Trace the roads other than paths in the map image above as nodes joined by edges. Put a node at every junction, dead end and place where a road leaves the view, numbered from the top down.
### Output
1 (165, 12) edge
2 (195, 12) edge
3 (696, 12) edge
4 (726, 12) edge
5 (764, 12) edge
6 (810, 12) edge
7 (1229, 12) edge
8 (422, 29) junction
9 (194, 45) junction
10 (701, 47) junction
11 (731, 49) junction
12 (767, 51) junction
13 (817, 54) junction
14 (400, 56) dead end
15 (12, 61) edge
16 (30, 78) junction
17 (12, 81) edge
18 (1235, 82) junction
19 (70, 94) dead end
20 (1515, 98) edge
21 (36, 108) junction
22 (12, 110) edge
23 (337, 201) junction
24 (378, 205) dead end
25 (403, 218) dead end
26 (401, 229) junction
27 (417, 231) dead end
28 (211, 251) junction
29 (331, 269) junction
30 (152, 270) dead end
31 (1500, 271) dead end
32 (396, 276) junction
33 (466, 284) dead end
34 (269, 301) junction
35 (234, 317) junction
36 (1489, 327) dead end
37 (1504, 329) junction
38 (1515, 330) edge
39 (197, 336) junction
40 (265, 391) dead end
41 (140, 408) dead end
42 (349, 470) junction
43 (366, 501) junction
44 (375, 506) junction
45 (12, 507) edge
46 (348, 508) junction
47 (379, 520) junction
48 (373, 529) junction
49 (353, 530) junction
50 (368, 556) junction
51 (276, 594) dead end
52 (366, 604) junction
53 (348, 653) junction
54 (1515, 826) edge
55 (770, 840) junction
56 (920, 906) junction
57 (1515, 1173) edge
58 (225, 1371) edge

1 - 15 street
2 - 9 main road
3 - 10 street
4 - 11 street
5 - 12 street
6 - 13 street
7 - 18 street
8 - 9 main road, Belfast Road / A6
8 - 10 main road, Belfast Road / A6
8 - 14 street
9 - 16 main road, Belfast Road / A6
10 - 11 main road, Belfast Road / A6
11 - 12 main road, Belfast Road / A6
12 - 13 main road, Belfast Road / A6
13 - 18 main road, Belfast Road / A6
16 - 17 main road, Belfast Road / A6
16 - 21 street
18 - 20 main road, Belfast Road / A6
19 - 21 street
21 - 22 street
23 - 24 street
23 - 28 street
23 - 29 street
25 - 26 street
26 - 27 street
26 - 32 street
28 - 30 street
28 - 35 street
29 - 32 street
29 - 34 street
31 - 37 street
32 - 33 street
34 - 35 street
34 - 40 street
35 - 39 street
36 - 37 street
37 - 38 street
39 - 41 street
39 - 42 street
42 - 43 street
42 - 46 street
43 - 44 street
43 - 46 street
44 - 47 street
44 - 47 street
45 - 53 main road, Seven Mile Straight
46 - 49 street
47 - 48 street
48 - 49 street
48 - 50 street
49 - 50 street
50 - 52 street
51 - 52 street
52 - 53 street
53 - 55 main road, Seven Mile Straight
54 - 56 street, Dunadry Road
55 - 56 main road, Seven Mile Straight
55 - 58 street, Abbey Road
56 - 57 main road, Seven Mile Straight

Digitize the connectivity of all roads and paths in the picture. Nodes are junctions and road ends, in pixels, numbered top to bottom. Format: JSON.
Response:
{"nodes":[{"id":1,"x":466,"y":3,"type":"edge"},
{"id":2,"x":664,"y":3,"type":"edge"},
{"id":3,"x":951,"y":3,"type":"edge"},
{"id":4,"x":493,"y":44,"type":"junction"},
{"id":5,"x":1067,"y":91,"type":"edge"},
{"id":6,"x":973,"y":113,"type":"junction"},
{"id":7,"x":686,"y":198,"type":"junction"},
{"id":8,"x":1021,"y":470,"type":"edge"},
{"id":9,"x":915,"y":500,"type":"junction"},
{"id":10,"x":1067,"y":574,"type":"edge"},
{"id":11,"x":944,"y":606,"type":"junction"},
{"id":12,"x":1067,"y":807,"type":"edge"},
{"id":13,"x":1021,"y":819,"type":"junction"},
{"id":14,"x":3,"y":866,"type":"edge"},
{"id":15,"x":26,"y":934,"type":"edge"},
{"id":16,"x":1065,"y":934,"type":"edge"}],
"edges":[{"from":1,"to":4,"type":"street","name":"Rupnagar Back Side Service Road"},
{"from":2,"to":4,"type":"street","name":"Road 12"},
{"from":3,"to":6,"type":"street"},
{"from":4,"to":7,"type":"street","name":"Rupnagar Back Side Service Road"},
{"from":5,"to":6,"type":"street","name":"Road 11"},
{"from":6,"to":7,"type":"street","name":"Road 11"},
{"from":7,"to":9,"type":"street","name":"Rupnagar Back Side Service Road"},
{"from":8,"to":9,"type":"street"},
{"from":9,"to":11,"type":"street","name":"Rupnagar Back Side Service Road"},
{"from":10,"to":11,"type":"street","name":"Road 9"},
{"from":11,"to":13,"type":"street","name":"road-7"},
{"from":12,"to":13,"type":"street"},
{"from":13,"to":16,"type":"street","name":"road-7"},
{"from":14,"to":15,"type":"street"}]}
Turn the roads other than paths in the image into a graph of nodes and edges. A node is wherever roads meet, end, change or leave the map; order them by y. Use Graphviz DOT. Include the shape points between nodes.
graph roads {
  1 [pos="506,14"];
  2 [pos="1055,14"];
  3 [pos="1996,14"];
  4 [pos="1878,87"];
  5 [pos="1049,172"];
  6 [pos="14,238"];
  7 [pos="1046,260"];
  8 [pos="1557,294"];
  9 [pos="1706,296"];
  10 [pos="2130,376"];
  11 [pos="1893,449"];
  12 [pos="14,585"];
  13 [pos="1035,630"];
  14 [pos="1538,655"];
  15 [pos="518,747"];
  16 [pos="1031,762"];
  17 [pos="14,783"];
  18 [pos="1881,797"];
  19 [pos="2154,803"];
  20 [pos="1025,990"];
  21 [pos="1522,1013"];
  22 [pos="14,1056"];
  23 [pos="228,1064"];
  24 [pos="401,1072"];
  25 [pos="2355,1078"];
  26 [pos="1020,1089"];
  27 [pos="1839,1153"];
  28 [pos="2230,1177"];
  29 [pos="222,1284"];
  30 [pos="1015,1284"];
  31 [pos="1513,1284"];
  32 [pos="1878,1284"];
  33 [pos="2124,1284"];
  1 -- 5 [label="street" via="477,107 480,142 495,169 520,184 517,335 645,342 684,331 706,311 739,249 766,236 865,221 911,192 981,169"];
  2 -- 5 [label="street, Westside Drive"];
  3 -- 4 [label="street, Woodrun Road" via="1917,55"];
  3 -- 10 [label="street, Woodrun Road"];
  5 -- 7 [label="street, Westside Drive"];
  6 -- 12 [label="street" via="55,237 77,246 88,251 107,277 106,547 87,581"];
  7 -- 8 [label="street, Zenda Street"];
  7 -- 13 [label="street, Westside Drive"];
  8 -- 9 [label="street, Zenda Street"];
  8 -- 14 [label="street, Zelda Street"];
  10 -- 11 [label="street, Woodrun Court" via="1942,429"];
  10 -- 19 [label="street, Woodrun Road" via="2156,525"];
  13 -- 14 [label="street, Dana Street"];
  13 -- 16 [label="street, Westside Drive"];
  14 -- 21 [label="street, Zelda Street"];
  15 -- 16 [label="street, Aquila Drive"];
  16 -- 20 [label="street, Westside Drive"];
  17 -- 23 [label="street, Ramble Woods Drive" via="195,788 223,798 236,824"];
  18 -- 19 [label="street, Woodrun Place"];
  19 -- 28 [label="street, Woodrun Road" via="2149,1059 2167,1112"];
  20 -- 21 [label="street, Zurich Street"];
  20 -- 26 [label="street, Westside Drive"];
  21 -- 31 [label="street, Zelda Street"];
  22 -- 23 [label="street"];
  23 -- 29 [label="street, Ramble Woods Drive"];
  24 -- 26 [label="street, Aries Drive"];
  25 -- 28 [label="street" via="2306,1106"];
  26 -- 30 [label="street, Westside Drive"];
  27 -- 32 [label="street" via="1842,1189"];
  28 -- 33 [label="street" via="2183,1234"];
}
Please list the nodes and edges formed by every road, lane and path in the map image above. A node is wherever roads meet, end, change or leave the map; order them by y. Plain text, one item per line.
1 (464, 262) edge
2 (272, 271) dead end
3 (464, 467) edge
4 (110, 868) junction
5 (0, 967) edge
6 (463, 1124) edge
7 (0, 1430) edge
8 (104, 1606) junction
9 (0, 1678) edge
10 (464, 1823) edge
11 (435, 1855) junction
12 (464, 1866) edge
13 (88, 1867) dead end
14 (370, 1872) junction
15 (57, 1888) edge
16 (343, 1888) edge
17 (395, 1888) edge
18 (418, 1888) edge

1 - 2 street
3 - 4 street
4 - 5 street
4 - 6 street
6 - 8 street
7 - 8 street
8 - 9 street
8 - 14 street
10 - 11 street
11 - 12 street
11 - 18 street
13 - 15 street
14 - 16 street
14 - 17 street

● **Task requirements**: Every line above with the string "image" in it should be copied into the answer.

● **Worked solution**:
Trace the roads other than paths in the map image above as nodes joined by edges. Put a node at every junction, dead end and place where a road leaves the view, numbered from the top down.
Turn the roads other than paths in the image into a graph of nodes and edges. A node is wherever roads meet, end, change or leave the map; order them by y. Use Graphviz DOT. Include the shape points between nodes.
Please list the nodes and edges formed by every road, lane and path in the map image above. A node is wherever roads meet, end, change or leave the map; order them by y. Plain text, one item per line.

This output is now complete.